So wurde hier also ein Spaß ins Werk gesetzt, der bei Patty sicher ein flaues Gefühl hinterlassen hätte, wäre nicht durch die Vorfälle der nächsten Tage dies Gefühl zu ehrlichem Schmerz gesteigert worden, und hätten sich nicht unverhältnismäßig ernste Folgen des Scherzes eingestellt.

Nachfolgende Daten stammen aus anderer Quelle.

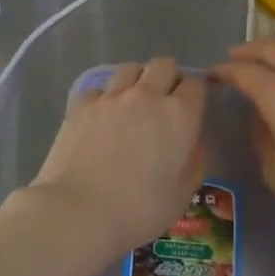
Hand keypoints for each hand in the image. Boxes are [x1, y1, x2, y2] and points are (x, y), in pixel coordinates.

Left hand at [26, 57, 206, 256]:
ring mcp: (112, 96)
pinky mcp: (82, 104)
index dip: (196, 90)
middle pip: (163, 65)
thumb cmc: (138, 210)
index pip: (196, 83)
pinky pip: (99, 89)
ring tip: (133, 100)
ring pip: (130, 69)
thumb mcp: (181, 196)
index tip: (192, 104)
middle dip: (168, 76)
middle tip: (164, 98)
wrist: (78, 211)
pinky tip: (101, 115)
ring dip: (137, 79)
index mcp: (179, 116)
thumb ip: (193, 164)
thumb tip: (192, 145)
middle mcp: (147, 95)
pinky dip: (105, 97)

Die Überraschung, mit der das Publikum in der Hauptstraße den ungewohnten Anblick aufnahm, war nicht gering. Es bestand zu dieser Tageszeit aus Damen, die Einkäufe machten, aus Zeitungsjungen, aus Arbeitern, die von der Arbeit heimkehrten, und Lastträgern, die drunten am Hafen die Ladungen der wenigen Schiffe löschten, die sich trotz den unruhigen Zeiten mit Zimmerholz und Zement hereingewagt hatten. Diese Leute nun erblickten Patty oben auf dem Kutschersitz des Eselskarrens. Er unterschied sich von dem gewohnten Patty dadurch, daß er auf Brust und Rücken große Plakate trug, auf denen deutlich zu lesen stand: « DeValera-Tribüne.» Dem Esel hatte man die Worte: « Das irische Volk» auf den Leib gemalt, und zwei am Wagen angebrachte Stangen führten über seinen Rücken weg und trugen vorn ein Bund gelbe Rüben, das dem guten Tier vor dem Maul hin und her baumelte und an dem ein Schild mit der Inschrift « Fette Versprechungen» hing.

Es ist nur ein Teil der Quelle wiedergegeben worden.